Du coup on se ravise et on va gentiment vers les fameux taxis officiels new-yorkais. Coût du trajet Aéroport Newark-Manhattan, 7ème Avenue, 58 dollars + 17 dollars de péage + le pourboire. Total = 95 dollars pour trois personnes, ma fille, sa copine et moi.
Mais qu’est-ce qu’on a eu du plaisir Ă  payer ! Vous savez pourquoi ? Parce qu’on est tombĂ© sur un chauffeur HaĂŻtien, non pas parce qu’il vient de HaĂŻti et qu’il opère Ă  New York depuis 27 ans, mais parce qu’il nous a mis en garde ce genre d’arnaqueur de touristes qui Ă©pie les conversations des badauds de bagages pour se profiler comme chauffeur de taxi.
Simple course, aéroport
hĂ´tel : 95 $. Photo : rke
Du coup on est arrivĂ© Ă  bon port sous une pluie chaude et surprenante au numĂ©ro 871 de la 7ème Avenue Ă  l’HĂ´tel Wellington. Et comme on a perdu l’habitude de gouttes, nous avons mangĂ© dans le premier restaurant chic grecque d’Ă  cĂ´tĂ© oĂą l’on a dĂ©gustĂ© un poulet-patate citronnĂ© comme je n’en avais jamais dĂ©gustĂ© un aussi bon depuis mon dernier trip en Grèce.

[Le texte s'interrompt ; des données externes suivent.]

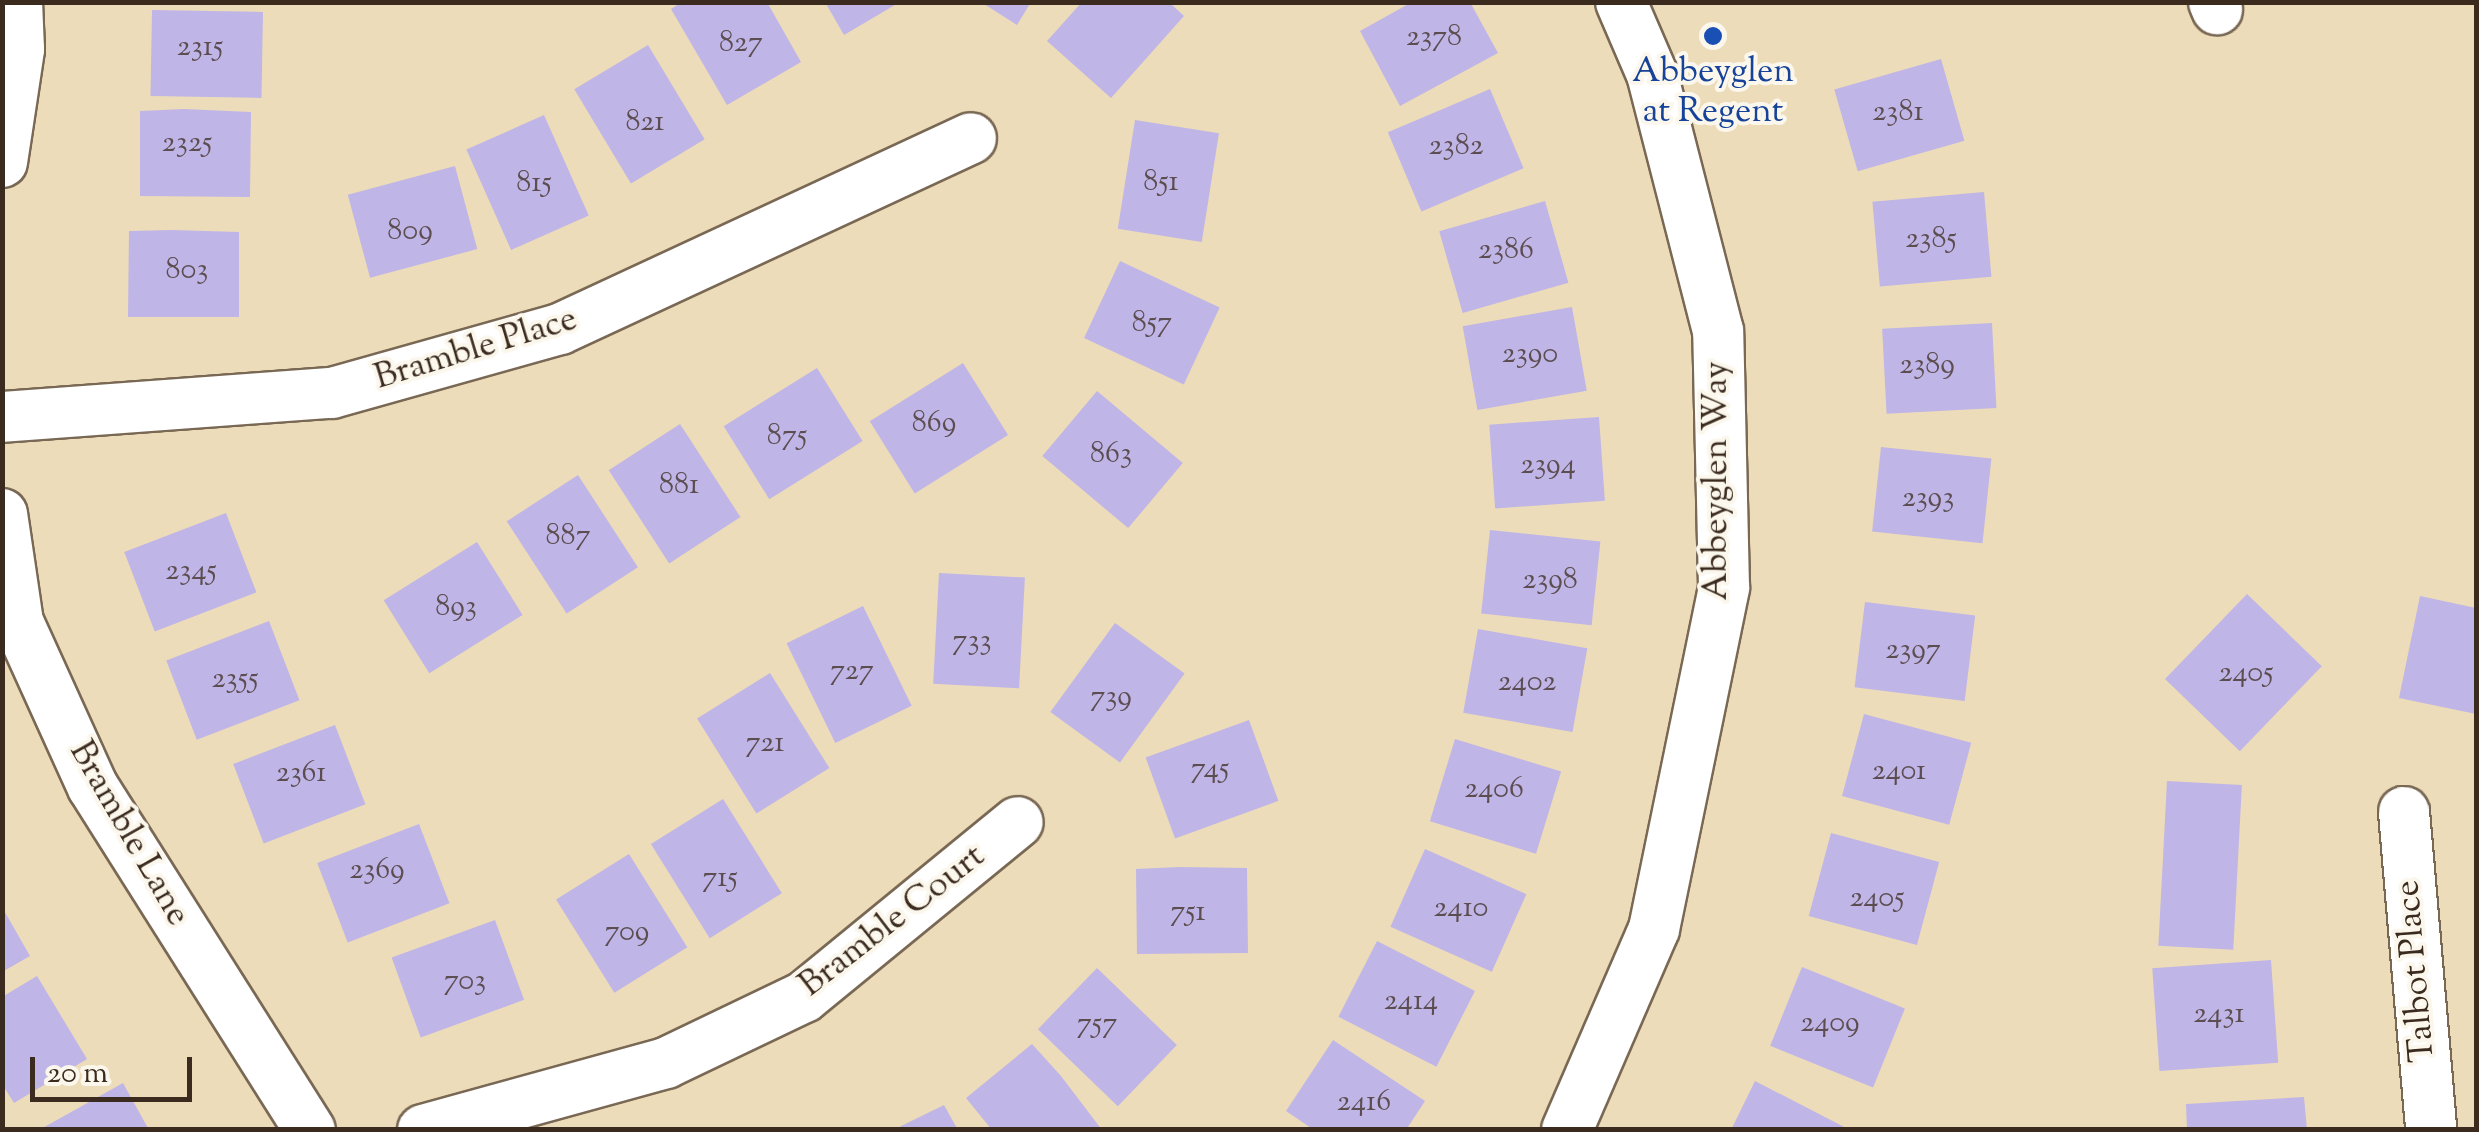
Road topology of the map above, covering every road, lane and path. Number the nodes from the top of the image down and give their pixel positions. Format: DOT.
graph roads {
  1 [pos="17,2"];
  2 [pos="1620,2"];
  3 [pos="971,138"];
  4 [pos="2,162"];
  5 [pos="2,416"];
  6 [pos="2,514"];
  7 [pos="2404,812"];
  8 [pos="1018,822"];
  9 [pos="310,1130"];
  10 [pos="423,1130"];
  11 [pos="1566,1130"];
  12 [pos="2431,1130"];
  1 -- 4 [label="street"];
  2 -- 11 [label="street, Abbeyglen Way"];
  3 -- 5 [label="street, Bramble Place"];
  6 -- 9 [label="street, Bramble Lane"];
  7 -- 12 [label="street, Talbot Place"];
  8 -- 10 [label="street, Bramble Court"];
}
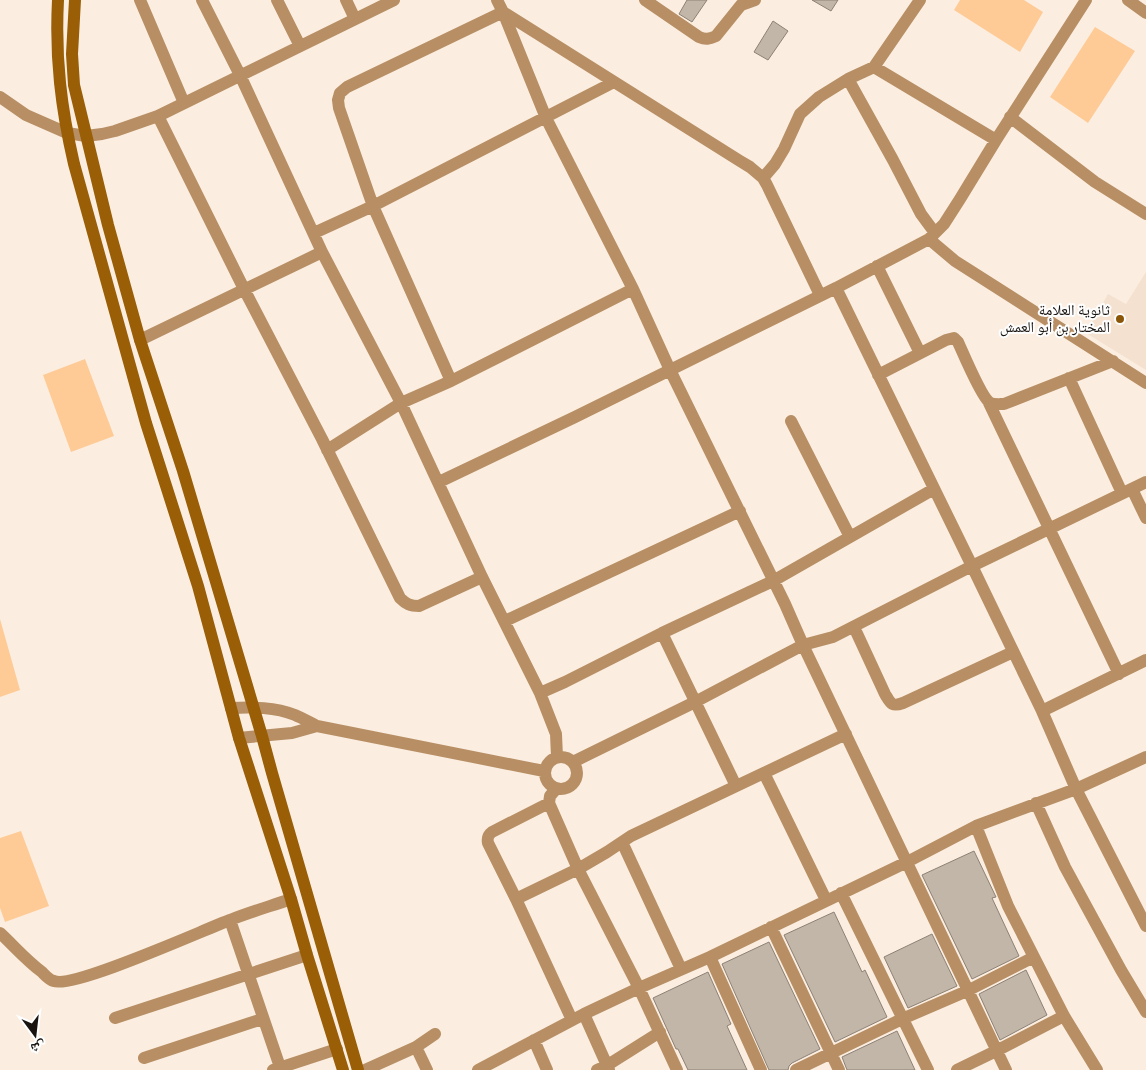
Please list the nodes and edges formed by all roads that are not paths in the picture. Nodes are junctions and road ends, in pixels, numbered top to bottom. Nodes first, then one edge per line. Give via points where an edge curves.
1 (58, 0) edge
2 (140, 0) edge
3 (202, 0) edge
4 (276, 0) edge
5 (346, 0) edge
6 (394, 0) edge
7 (497, 0) edge
8 (645, 0) edge
9 (755, 0) edge
10 (920, 0) edge
11 (1086, 0) edge
12 (1128, 0) edge
13 (77, 1) edge
14 (503, 12) junction
15 (1146, 13) edge
16 (355, 19) junction
17 (300, 46) junction
18 (874, 67) junction
19 (240, 75) junction
20 (848, 79) junction
21 (614, 82) junction
22 (0, 97) edge
23 (184, 103) junction
24 (158, 116) junction
25 (1010, 117) junction
26 (546, 118) junction
27 (66, 134) junction
28 (86, 136) junction
29 (996, 140) junction
30 (763, 178) junction
31 (373, 206) junction
32 (1146, 214) edge
33 (314, 233) junction
34 (932, 236) junction
35 (322, 252) junction
36 (877, 266) junction
37 (836, 288) junction
38 (633, 289) junction
39 (244, 290) junction
40 (820, 295) junction
41 (140, 340) junction
42 (920, 353) junction
43 (1113, 361) junction
44 (670, 370) junction
45 (878, 374) junction
46 (1069, 378) junction
47 (451, 381) junction
48 (1146, 383) edge
49 (988, 401) junction
50 (401, 403) junction
51 (792, 421) dead end
52 (327, 450) junction
53 (438, 482) junction
54 (1146, 482) edge
55 (934, 489) junction
56 (1127, 491) junction
57 (740, 511) junction
58 (1146, 518) edge
59 (1048, 529) junction
60 (850, 537) junction
61 (972, 566) junction
62 (482, 577) junction
63 (773, 581) junction
64 (505, 621) junction
65 (854, 627) junction
66 (662, 633) junction
67 (803, 645) junction
68 (1013, 652) junction
69 (1146, 660) edge
70 (1119, 674) junction
71 (540, 692) junction
72 (695, 702) junction
73 (253, 707) junction
74 (231, 708) junction
75 (1042, 711) junction
76 (317, 726) junction
77 (846, 734) junction
78 (262, 736) junction
79 (239, 738) junction
80 (557, 757) junction
81 (1146, 757) edge
82 (573, 762) junction
83 (544, 771) junction
84 (764, 773) junction
85 (736, 786) junction
86 (556, 789) junction
87 (1076, 789) junction
88 (549, 803) junction
89 (1036, 803) junction
90 (976, 826) junction
91 (622, 842) junction
92 (907, 862) junction
93 (578, 869) junction
94 (840, 893) junction
95 (516, 898) junction
96 (291, 899) junction
97 (826, 900) junction
98 (1142, 911) edge
99 (230, 920) junction
100 (1146, 926) edge
101 (770, 927) junction
102 (0, 933) edge
103 (307, 955) junction
104 (710, 957) junction
105 (1034, 957) junction
106 (681, 969) junction
107 (248, 974) junction
108 (639, 988) junction
109 (967, 991) junction
110 (1146, 1012) edge
111 (584, 1014) junction
112 (1064, 1016) junction
113 (115, 1018) dead end
114 (262, 1019) junction
115 (902, 1019) junction
116 (572, 1020) junction
117 (660, 1032) junction
118 (435, 1034) dead end
119 (534, 1040) junction
120 (416, 1047) junction
121 (337, 1049) junction
122 (996, 1051) junction
123 (831, 1054) junction
124 (144, 1058) dead end
125 (604, 1068) edge
126 (278, 1069) edge
127 (343, 1070) edge
128 (358, 1070) edge
129 (366, 1070) edge
130 (427, 1070) edge
131 (478, 1070) edge
132 (547, 1070) edge
133 (677, 1070) edge
134 (761, 1070) edge
135 (796, 1070) edge
136 (840, 1070) edge
137 (928, 1070) edge
138 (958, 1070) edge
139 (1006, 1070) edge
140 (1096, 1070) edge

1 - 27 main road via 58,75
2 - 23 street
3 - 19 street
4 - 17 street
5 - 16 street
6 - 16 street
7 - 14 street
8 - 9 street via 705,39 716,36 741,6
10 - 18 street
11 - 25 street
12 - 15 street
13 - 28 main road via 72,54 74,86
14 - 21 street
14 - 26 street
14 - 31 street via 340,93 338,100 342,119
16 - 17 street
17 - 19 street
18 - 20 street
18 - 29 street
19 - 23 street
19 - 33 street
20 - 30 street via 800,114 784,149
20 - 34 street
21 - 26 street
21 - 30 street via 740,160
22 - 27 street via 26,115
23 - 24 street
24 - 28 street via 115,131
24 - 39 street
25 - 29 street
25 - 32 street via 1095,182
26 - 31 street
26 - 38 street
27 - 28 street
27 - 74 main road via 146,423 198,586
28 - 41 main road
29 - 34 street via 944,224
30 - 40 street
31 - 33 street
31 - 47 street
33 - 35 street
34 - 36 street
34 - 43 street via 955,261
35 - 39 street
35 - 50 street
36 - 37 street
36 - 42 street
37 - 40 street
37 - 45 street
38 - 44 street
38 - 47 street
39 - 41 street
39 - 52 street
40 - 44 street
41 - 73 main road via 183,471
42 - 45 street
42 - 49 street via 954,338
43 - 46 street
43 - 48 street
44 - 53 street
44 - 57 street
45 - 55 street
46 - 49 street via 1004,404
46 - 56 street
47 - 50 street
49 - 59 street
50 - 52 street
50 - 53 street
51 - 60 street
52 - 62 street via 405,603 419,606
53 - 62 street
54 - 56 street
55 - 60 street
55 - 61 street
56 - 58 street
56 - 59 street
57 - 63 street
57 - 64 street
59 - 61 street
59 - 70 street
60 - 63 street
61 - 65 street
61 - 68 street
62 - 64 street
63 - 66 street
63 - 67 street
64 - 71 street
65 - 67 street
65 - 68 street via 893,705
66 - 71 street
66 - 72 street
67 - 72 street
67 - 77 street
68 - 75 street
69 - 70 street
70 - 75 street
71 - 80 street via 556,734
72 - 82 street
72 - 85 street
73 - 74 street
73 - 76 street via 294,714
73 - 78 main road
74 - 79 main road
75 - 87 street
76 - 78 street
76 - 83 street
77 - 84 street
77 - 92 street
78 - 79 street
78 - 128 main road
79 - 96 main road
80 - 82 street via 566,757
80 - 83 street via 551,759
81 - 87 street
82 - 86 street via 577,778 572,785
83 - 86 street via 549,785
84 - 85 street
84 - 97 street
85 - 91 street
86 - 88 street
87 - 89 street
87 - 98 street
88 - 93 street
88 - 95 street via 489,834 488,843
89 - 90 street
89 - 110 street via 1065,867
90 - 92 street
90 - 105 street via 1008,906
91 - 93 street
91 - 106 street
92 - 94 street
92 - 109 street
93 - 95 street
93 - 108 street
94 - 97 street
94 - 115 street
95 - 116 street
96 - 99 street
96 - 103 main road
97 - 101 street
98 - 100 street
99 - 102 street via 107,969 60,982 34,966
99 - 107 street
101 - 104 street
101 - 123 street
103 - 107 street
103 - 121 main road
104 - 106 street
104 - 134 street
105 - 109 street
105 - 112 street
106 - 108 street
107 - 113 street
107 - 114 street
108 - 111 street
108 - 117 street
109 - 115 street
109 - 122 street
111 - 116 street
111 - 125 street
112 - 122 street
112 - 140 street
114 - 124 street
114 - 126 street
115 - 123 street
115 - 137 street
116 - 119 street
117 - 125 street
117 - 133 street
118 - 120 street
119 - 131 street
119 - 132 street
120 - 129 street
120 - 130 street
121 - 126 street
121 - 127 main road
122 - 138 street
122 - 139 street
123 - 135 street
123 - 136 street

Qui a dit qu’on mangeait mal aux States ?

Les photos : cliquez ici

Laura and Rosalie in
the rain. Photo : rke
The heavy yellow gold advantage of New York taxis
« Are you looking for a taxi ? Come with me, I’m a taxi-am », politely offers a somebody fifty-year man to the receipt of our luggage. Oh, yes, why not ? We hurry to the car door to find that the famous taxi-man does not ... a yellow taxi. It's weird. And I ask:
- Do you Have your taxi license?
- Yes, I do
- But it’s only your driver's license, not a taxi licence ?
- Of course, I do not need
- No, we refuse to board in your 4x4 vehicle (also newer). You are not a taxi.
The yellow taxis are are more and more new. Photo : rke
- But I propose $ 58 from the airport to the hotel. You will not find better elsewhere.
As a result, we decide otherwise and we will kindly to the famous New York official taxis. Travel cost-Newark Airport Manhattan 7th Avenue, $ 58 + $ 17 + tip toll. Total = $ 95 for three, my daughter, her friend and me.
Flowers in the
 7th Avenue. Photo : rke
But what fun we had to pay ! You know why ? Because we came across a Haitian driver, not because it comes from Haiti and it operates in New York for 27 years, but because we warned of this type of scam tourists spying on the conversations of passers of luggage for itself as a taxi driver.
So we arrived safely in a warm and a surprising rain to 871 7th Avenue at the Wellington Hotel. And since we have lost the habit of drops, we ate at the first Greek chic restaurant next door where we dined on chicken-potato lemony as I had never tasted as good since my last trip in Greece.
Who said the food was bad in the U.S.